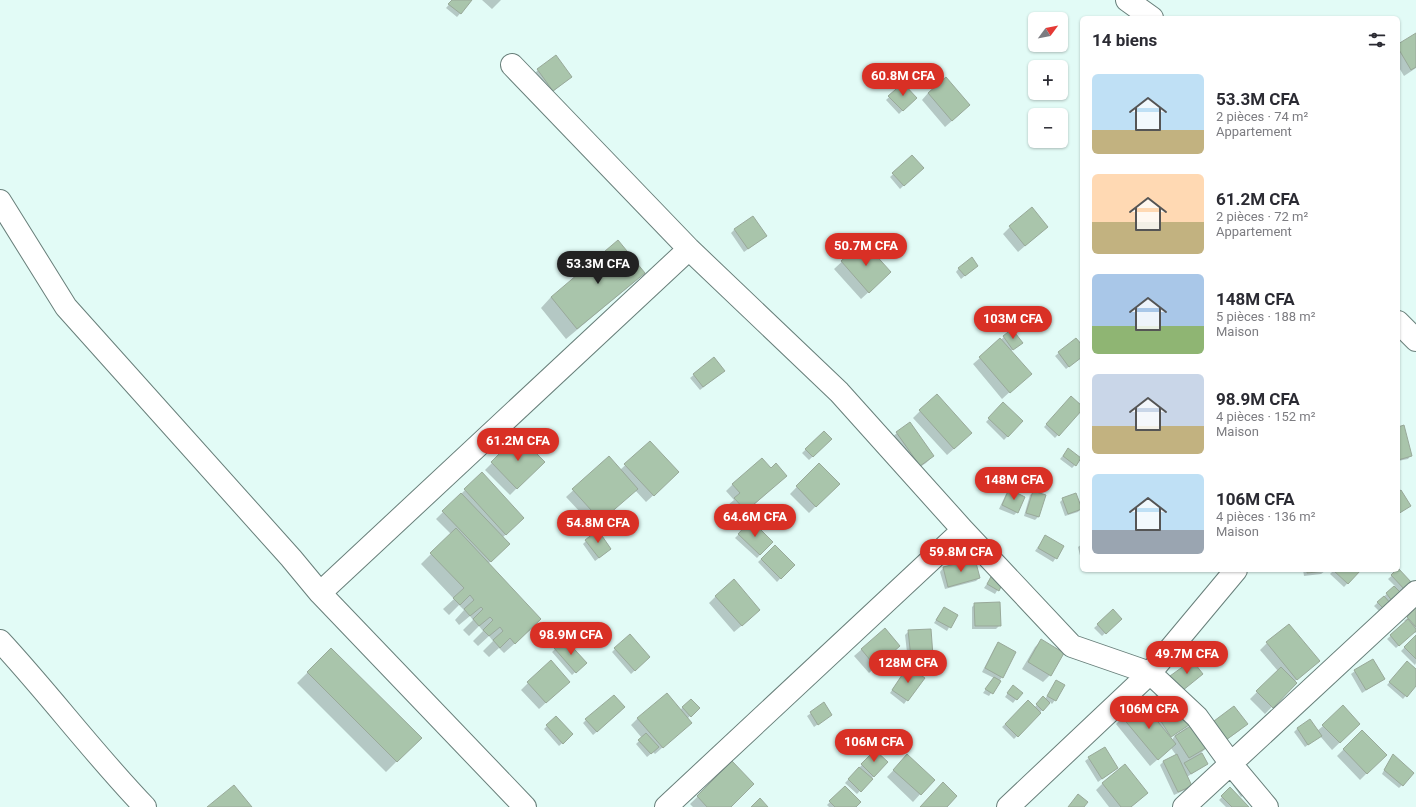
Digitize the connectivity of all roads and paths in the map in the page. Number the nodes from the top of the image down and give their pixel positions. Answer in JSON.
{"nodes":[{"id":1,"x":1127,"y":0,"type":"edge"},
{"id":2,"x":1149,"y":16,"type":"edge"},
{"id":3,"x":512,"y":65,"type":"dead end"},
{"id":4,"x":0,"y":201,"type":"edge"},
{"id":5,"x":689,"y":249,"type":"junction"},
{"id":6,"x":1400,"y":324,"type":"edge"},
{"id":7,"x":1416,"y":340,"type":"edge"},
{"id":8,"x":963,"y":530,"type":"junction"},
{"id":9,"x":1234,"y":572,"type":"edge"},
{"id":10,"x":1416,"y":592,"type":"edge"},
{"id":11,"x":320,"y":593,"type":"junction"},
{"id":12,"x":0,"y":641,"type":"edge"},
{"id":13,"x":1150,"y":673,"type":"junction"},
{"id":14,"x":1231,"y":764,"type":"junction"},
{"id":15,"x":145,"y":807,"type":"edge"},
{"id":16,"x":525,"y":807,"type":"edge"},
{"id":17,"x":666,"y":807,"type":"edge"},
{"id":18,"x":1008,"y":807,"type":"edge"},
{"id":19,"x":1184,"y":807,"type":"edge"},
{"id":20,"x":1267,"y":807,"type":"edge"}],
"edges":[{"from":1,"to":2,"type":"street"},
{"from":3,"to":5,"type":"street"},
{"from":4,"to":11,"type":"street"},
{"from":5,"to":8,"type":"street"},
{"from":5,"to":11,"type":"street"},
{"from":6,"to":7,"type":"street"},
{"from":8,"to":13,"type":"street"},
{"from":8,"to":17,"type":"street"},
{"from":9,"to":13,"type":"street"},
{"from":10,"to":14,"type":"street"},
{"from":11,"to":16,"type":"street"},
{"from":12,"to":15,"type":"street"},
{"from":13,"to":14,"type":"street"},
{"from":13,"to":18,"type":"street"},
{"from":14,"to":19,"type":"street"},
{"from":14,"to":20,"type":"street"}]}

============

▶ [TASK OBJECTIVE]:
Each entry, word for word, belongs in your answer; each picture does not.

▶ [ANSWER]:
Digitize the connectivity of all roads and paths in the map in the page. Number the nodes from the top of the image down and give their pixel positions. Answer in JSON.
{"nodes":[{"id":1,"x":1127,"y":0,"type":"edge"},
{"id":2,"x":1149,"y":16,"type":"edge"},
{"id":3,"x":512,"y":65,"type":"dead end"},
{"id":4,"x":0,"y":201,"type":"edge"},
{"id":5,"x":689,"y":249,"type":"junction"},
{"id":6,"x":1400,"y":324,"type":"edge"},
{"id":7,"x":1416,"y":340,"type":"edge"},
{"id":8,"x":963,"y":530,"type":"junction"},
{"id":9,"x":1234,"y":572,"type":"edge"},
{"id":10,"x":1416,"y":592,"type":"edge"},
{"id":11,"x":320,"y":593,"type":"junction"},
{"id":12,"x":0,"y":641,"type":"edge"},
{"id":13,"x":1150,"y":673,"type":"junction"},
{"id":14,"x":1231,"y":764,"type":"junction"},
{"id":15,"x":145,"y":807,"type":"edge"},
{"id":16,"x":525,"y":807,"type":"edge"},
{"id":17,"x":666,"y":807,"type":"edge"},
{"id":18,"x":1008,"y":807,"type":"edge"},
{"id":19,"x":1184,"y":807,"type":"edge"},
{"id":20,"x":1267,"y":807,"type":"edge"}],
"edges":[{"from":1,"to":2,"type":"street"},
{"from":3,"to":5,"type":"street"},
{"from":4,"to":11,"type":"street"},
{"from":5,"to":8,"type":"street"},
{"from":5,"to":11,"type":"street"},
{"from":6,"to":7,"type":"street"},
{"from":8,"to":13,"type":"street"},
{"from":8,"to":17,"type":"street"},
{"from":9,"to":13,"type":"street"},
{"from":10,"to":14,"type":"street"},
{"from":11,"to":16,"type":"street"},
{"from":12,"to":15,"type":"street"},
{"from":13,"to":14,"type":"street"},
{"from":13,"to":18,"type":"street"},
{"from":14,"to":19,"type":"street"},
{"from":14,"to":20,"type":"street"}]}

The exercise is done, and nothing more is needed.